Live entertainment! By the Giant Wheel they had a small band playing as the Wild Mice. You can see their instruments; what's less obvious here is they also had tails and ears, and were color-coded to the mouse characters of the Wild Mouse roller coaster int hat part of the park.
Here's Chase, for example, whose recorded audio for the safety spiel makes him out to think he's the leader. Here, he's playing trumpet.
And a couple of the mice mid-playing. There were seven in the band, despite there being only six cars and assigned characters. Who's the seventh?
Here he is! Gary, representing the gray mouse who's on the ride sign but unrepresented with a train car. And once
bunnyhugger revealed that I understood of course he had to be named Gary; it's an anagram of gray.
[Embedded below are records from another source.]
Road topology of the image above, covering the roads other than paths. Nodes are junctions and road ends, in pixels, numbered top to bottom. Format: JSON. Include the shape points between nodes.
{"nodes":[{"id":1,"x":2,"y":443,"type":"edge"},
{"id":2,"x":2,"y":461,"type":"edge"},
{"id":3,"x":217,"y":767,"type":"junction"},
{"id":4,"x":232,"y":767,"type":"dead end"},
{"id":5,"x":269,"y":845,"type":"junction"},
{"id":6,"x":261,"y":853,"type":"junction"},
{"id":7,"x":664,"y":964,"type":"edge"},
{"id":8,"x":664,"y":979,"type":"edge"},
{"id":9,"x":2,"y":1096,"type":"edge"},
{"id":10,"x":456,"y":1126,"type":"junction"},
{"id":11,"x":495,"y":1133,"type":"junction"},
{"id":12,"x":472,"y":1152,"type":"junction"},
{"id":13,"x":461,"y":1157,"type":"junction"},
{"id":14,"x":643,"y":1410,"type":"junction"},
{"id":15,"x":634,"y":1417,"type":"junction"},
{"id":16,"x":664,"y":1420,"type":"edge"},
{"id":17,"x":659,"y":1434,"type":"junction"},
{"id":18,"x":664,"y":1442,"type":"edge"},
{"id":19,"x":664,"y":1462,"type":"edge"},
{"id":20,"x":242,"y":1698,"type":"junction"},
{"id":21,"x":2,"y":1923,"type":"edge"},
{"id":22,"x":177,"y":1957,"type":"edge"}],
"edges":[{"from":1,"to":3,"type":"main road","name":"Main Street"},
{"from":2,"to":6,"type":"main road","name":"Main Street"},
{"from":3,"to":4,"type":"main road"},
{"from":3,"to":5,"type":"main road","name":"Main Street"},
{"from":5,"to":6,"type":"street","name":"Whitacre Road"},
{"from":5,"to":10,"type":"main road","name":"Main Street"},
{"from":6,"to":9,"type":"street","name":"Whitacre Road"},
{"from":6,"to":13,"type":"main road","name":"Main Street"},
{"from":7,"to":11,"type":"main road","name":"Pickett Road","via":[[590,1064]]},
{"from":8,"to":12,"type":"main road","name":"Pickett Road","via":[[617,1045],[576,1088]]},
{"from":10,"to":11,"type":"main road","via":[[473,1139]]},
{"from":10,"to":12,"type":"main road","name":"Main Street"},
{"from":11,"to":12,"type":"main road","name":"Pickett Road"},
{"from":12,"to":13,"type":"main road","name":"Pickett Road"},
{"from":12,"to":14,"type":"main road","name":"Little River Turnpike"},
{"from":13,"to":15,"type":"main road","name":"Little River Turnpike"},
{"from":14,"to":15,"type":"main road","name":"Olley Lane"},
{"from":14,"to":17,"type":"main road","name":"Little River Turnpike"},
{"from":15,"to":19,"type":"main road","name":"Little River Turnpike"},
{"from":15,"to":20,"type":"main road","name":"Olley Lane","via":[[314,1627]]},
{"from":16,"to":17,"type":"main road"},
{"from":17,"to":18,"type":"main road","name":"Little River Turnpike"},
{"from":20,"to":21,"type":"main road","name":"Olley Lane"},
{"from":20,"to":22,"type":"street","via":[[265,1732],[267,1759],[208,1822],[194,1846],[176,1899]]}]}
Back to Siren's Curse, here seen doing a test run pointing straight down, from behind the return leg of Iron Dragon.
Here's the Siren's Curse first drop seen from the other side, with Top Thrill 2's reverse spike and the Power Tower behind.
As you see, the car comes out to the end and all the brakes get put on.
And then it pivots ever so slowly ...
... and the track reconnects, and you wait a bit (there's audio of the Siren saying something incomprehensible) and ...
Whoosh! And the people beside you on the ground say uh-uh, I am not going on that.
Into the evening now; here's GateKeeper going past a golden-hour Giant Wheel.
And a last picture for the day of the Giant Wheel in the not-quite-sunset sky. Feels so weird to leave the park while it's sunlight.
Trivia: A 1920s study of Muncie, Indiana, found that 76 percent of working-class families purchased no books apart from those required for school, and when they did buy books, it was usually one or two, typically a picture book or Christmas gift. Source: The Bookshop: A History of the American Bookstore, Evan Friss. Sure glad it's completely different today!
Currently Reading: A Call to Arms: Mobilizing America for World War II, Maury Klein.